There is little detailed information on how long it would take to complete such preliminary engineering, and a spokesperson for Metra told the Landmark that there is not yet a source of funding for construction. such a project.

However, the funding means that Metra will start designing such improvements much sooner than originally thought.

“The money we programmed [June 15] will help fund the very beginning of the process, covering design concepts and environmental studies, for improvements to the station,” said Metra spokesman Michael Gillis. “We don’t have further details or a timeline for the process.”

Making the station, accessible only by stairs, wheelchair accessible would be part of a larger plan to improve and beautify the Metra stop, one of three in Brookfield and the only one in the village from which trains Metra run express to Union Station in Chicago seven times a weekday.

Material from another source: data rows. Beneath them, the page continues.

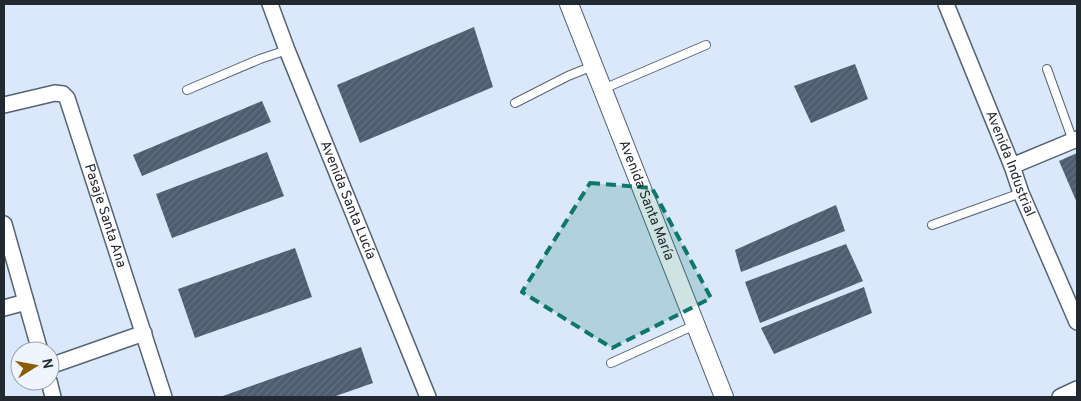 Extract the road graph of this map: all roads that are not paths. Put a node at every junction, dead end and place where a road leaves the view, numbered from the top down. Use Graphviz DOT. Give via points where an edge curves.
graph roads {
  1 [pos="270,4"];
  2 [pos="569,4"];
  3 [pos="946,4"];
  4 [pos="706,45"];
  5 [pos="287,50"];
  6 [pos="593,66"];
  7 [pos="1047,69"];
  8 [pos="602,89"];
  9 [pos="187,90"];
  10 [pos="515,103"];
  11 [pos="4,106"];
  12 [pos="1075,140"];
  13 [pos="1012,166"];
  14 [pos="1021,193"];
  15 [pos="4,224"];
  16 [pos="932,225"];
  17 [pos="26,302"];
  18 [pos="4,308"];
  19 [pos="1077,322"];
  20 [pos="695,325"];
  21 [pos="144,332"];
  22 [pos="37,341"];
  23 [pos="60,362"];
  24 [pos="611,362"];
  25 [pos="1077,389"];
  26 [pos="164,397"];
  27 [pos="428,397"];
  28 [pos="724,397"];
  29 [pos="1060,397"];
  1 -- 5 [label="street, Avenida Santa Lucía"];
  2 -- 6 [label="street, Avenida Santa María"];
  3 -- 13 [label="street, Avenida Industrial"];
  4 -- 8 [label="lane"];
  5 -- 9 [label="lane"];
  5 -- 27 [label="street, Avenida Santa Lucía"];
  6 -- 8 [label="street, Avenida Santa María"];
  6 -- 10 [label="lane"];
  7 -- 12 [label="lane"];
  8 -- 20 [label="street, Avenida Santa María"];
  11 -- 21 [label="street, Pasaje Santa Ana" via="55,93 67,98"];
  12 -- 13 [label="street"];
  13 -- 14 [label="street, Avenida Industrial"];
  14 -- 16 [label="lane"];
  14 -- 19 [label="street, Avenida Industrial"];
  15 -- 17 [label="street"];
  17 -- 18 [label="street"];
  17 -- 22 [label="street"];
  20 -- 24 [label="lane"];
  20 -- 28 [label="street, Avenida Santa María"];
  21 -- 23 [label="street"];
  21 -- 26 [label="street, Pasaje Santa Ana"];
  25 -- 29 [label="street"];
}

The station is also the first stop from Union Station for six weekday afternoon/evening express trains. Metra trains do not stop at Congress Park on weekends or holidays.

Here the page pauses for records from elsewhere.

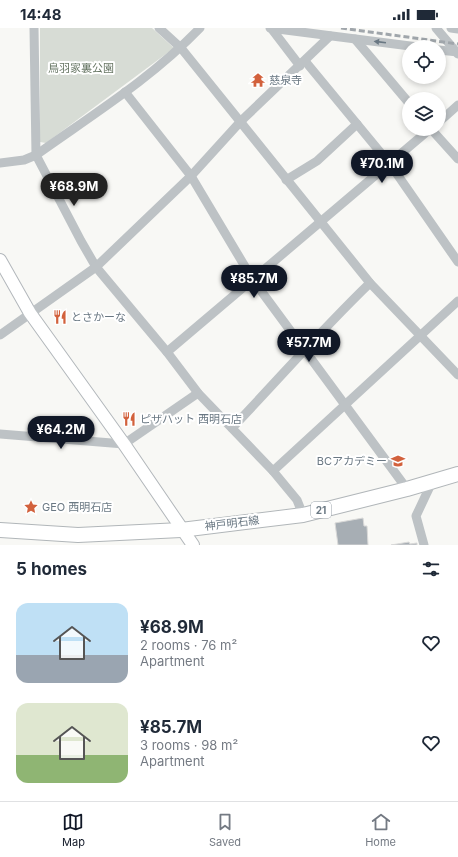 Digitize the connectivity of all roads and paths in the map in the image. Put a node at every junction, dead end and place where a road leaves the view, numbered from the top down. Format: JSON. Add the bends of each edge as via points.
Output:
{"nodes":[{"id":1,"x":34,"y":28,"type":"edge"},
{"id":2,"x":159,"y":28,"type":"edge"},
{"id":3,"x":200,"y":28,"type":"edge"},
{"id":4,"x":271,"y":28,"type":"edge"},
{"id":5,"x":436,"y":28,"type":"edge"},
{"id":6,"x":451,"y":28,"type":"edge"},
{"id":7,"x":458,"y":29,"type":"edge"},
{"id":8,"x":342,"y":33,"type":"edge"},
{"id":9,"x":330,"y":36,"type":"junction"},
{"id":10,"x":355,"y":39,"type":"junction"},
{"id":11,"x":402,"y":45,"type":"edge"},
{"id":12,"x":181,"y":48,"type":"junction"},
{"id":13,"x":446,"y":51,"type":"edge"},
{"id":14,"x":457,"y":52,"type":"edge"},
{"id":15,"x":302,"y":63,"type":"junction"},
{"id":16,"x":124,"y":92,"type":"junction"},
{"id":17,"x":402,"y":95,"type":"edge"},
{"id":18,"x":458,"y":105,"type":"edge"},
{"id":19,"x":446,"y":116,"type":"edge"},
{"id":20,"x":241,"y":121,"type":"junction"},
{"id":21,"x":357,"y":124,"type":"junction"},
{"id":22,"x":423,"y":136,"type":"edge"},
{"id":23,"x":437,"y":136,"type":"edge"},
{"id":24,"x":36,"y":155,"type":"junction"},
{"id":25,"x":458,"y":159,"type":"edge"},
{"id":26,"x":0,"y":164,"type":"edge"},
{"id":27,"x":390,"y":164,"type":"junction"},
{"id":28,"x":191,"y":176,"type":"junction"},
{"id":29,"x":286,"y":180,"type":"junction"},
{"id":30,"x":321,"y":223,"type":"junction"},
{"id":31,"x":0,"y":260,"type":"edge"},
{"id":32,"x":458,"y":262,"type":"edge"},
{"id":33,"x":96,"y":267,"type":"junction"},
{"id":34,"x":253,"y":280,"type":"junction"},
{"id":35,"x":370,"y":283,"type":"junction"},
{"id":36,"x":458,"y":301,"type":"edge"},
{"id":37,"x":30,"y":313,"type":"junction"},
{"id":38,"x":0,"y":335,"type":"edge"},
{"id":39,"x":420,"y":336,"type":"junction"},
{"id":40,"x":305,"y":351,"type":"junction"},
{"id":41,"x":167,"y":352,"type":"junction"},
{"id":42,"x":458,"y":375,"type":"edge"},
{"id":43,"x":198,"y":393,"type":"junction"},
{"id":44,"x":345,"y":405,"type":"junction"},
{"id":45,"x":232,"y":428,"type":"junction"},
{"id":46,"x":0,"y":434,"type":"edge"},
{"id":47,"x":124,"y":444,"type":"junction"},
{"id":48,"x":273,"y":471,"type":"junction"},
{"id":49,"x":458,"y":474,"type":"edge"},
{"id":50,"x":432,"y":482,"type":"junction"},
{"id":51,"x":407,"y":489,"type":"junction"},
{"id":52,"x":303,"y":515,"type":"junction"},
{"id":53,"x":0,"y":530,"type":"edge"},
{"id":54,"x":181,"y":530,"type":"junction"},
{"id":55,"x":193,"y":545,"type":"edge"},
{"id":56,"x":424,"y":545,"type":"edge"}],
"edges":[{"from":1,"to":24,"type":"street"},
{"from":2,"to":12,"type":"street"},
{"from":3,"to":12,"type":"street"},
{"from":4,"to":9,"type":"street"},
{"from":4,"to":15,"type":"street"},
{"from":5,"to":14,"type":"street"},
{"from":6,"to":7,"type":"street"},
{"from":8,"to":9,"type":"street"},
{"from":8,"to":10,"type":"street"},
{"from":9,"to":15,"type":"street"},
{"from":11,"to":10,"type":"street","one_way":true},
{"from":10,"to":17,"type":"street"},
{"from":12,"to":16,"type":"street"},
{"from":12,"to":20,"type":"street"},
{"from":13,"to":14,"type":"street"},
{"from":15,"to":20,"type":"street"},
{"from":15,"to":21,"type":"street"},
{"from":16,"to":24,"type":"street"},
{"from":16,"to":28,"type":"street"},
{"from":18,"to":19,"type":"street"},
{"from":20,"to":28,"type":"street"},
{"from":20,"to":29,"type":"street"},
{"from":21,"to":27,"type":"street"},
{"from":21,"to":29,"type":"street","via":[[317,161]]},
{"from":22,"to":27,"type":"street"},
{"from":23,"to":25,"type":"street"},
{"from":24,"to":26,"type":"street"},
{"from":24,"to":33,"type":"street"},
{"from":27,"to":30,"type":"street"},
{"from":27,"to":32,"type":"street"},
{"from":28,"to":33,"type":"street"},
{"from":28,"to":34,"type":"street"},
{"from":29,"to":30,"type":"street"},
{"from":30,"to":34,"type":"street"},
{"from":30,"to":35,"type":"street"},
{"from":31,"to":37,"type":"street"},
{"from":33,"to":37,"type":"street"},
{"from":33,"to":41,"type":"street"},
{"from":34,"to":40,"type":"street"},
{"from":34,"to":41,"type":"street"},
{"from":35,"to":39,"type":"street"},
{"from":35,"to":40,"type":"street"},
{"from":36,"to":39,"type":"street"},
{"from":37,"to":38,"type":"street"},
{"from":37,"to":47,"type":"street"},
{"from":39,"to":42,"type":"street"},
{"from":39,"to":44,"type":"street"},
{"from":40,"to":44,"type":"street"},
{"from":40,"to":45,"type":"street"},
{"from":41,"to":43,"type":"street"},
{"from":43,"to":45,"type":"street"},
{"from":43,"to":47,"type":"street"},
{"from":44,"to":48,"type":"street"},
{"from":44,"to":51,"type":"street"},
{"from":45,"to":48,"type":"street"},
{"from":46,"to":47,"type":"street"},
{"from":47,"to":54,"type":"street"},
{"from":48,"to":52,"type":"street","via":[[297,500]]},
{"from":49,"to":50,"type":"main road","name":"神戸明石線","number":"21"},
{"from":50,"to":51,"type":"main road","name":"神戸明石線","number":"21"},
{"from":50,"to":56,"type":"street","via":[[416,516]]},
{"from":51,"to":52,"type":"main road","name":"神戸明石線","number":"21"},
{"from":52,"to":54,"type":"main road","name":"神戸明石線","number":"21"},
{"from":53,"to":54,"type":"main road","name":"神戸明石線","number":"21","via":[[78,535]]},
{"from":54,"to":55,"type":"street"}]}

In 2020, the Village of Brookfield launched the first phase of a multi-phase effort to improve the area in and around Congress Park Station, building a 21-space commuter parking lot within the right-of-way. Burlington Avenue west of DuBois Boulevard.

The village also improved sidewalks, installed covered bicycle parking near the station, and made improvements to the tunnel, stairs and platform shelters. The project cost about $340,000 and was funded through a combination of federal Community Development Block Grant funds and money from the Congress Park TIF District, which includes the public right-of-way south of the station.

Meanwhile, the Landmark has learned that the Burlington Northern-Santa Fe Railroad, owner of the rail right-of-way, intends to rebuild the deteriorated concrete retaining wall on the south side of the railroad embankment, facing at Burlington Avenue later this year.

BNSF plans obtained by the Landmark show the railroad intends to reinforce the wall by constructing a berm that slopes south from the top of the embankment. A rendering shows that Brookfield plans to provide a paved plaza/landing area in front of the station.

No date has been given for the start of this work.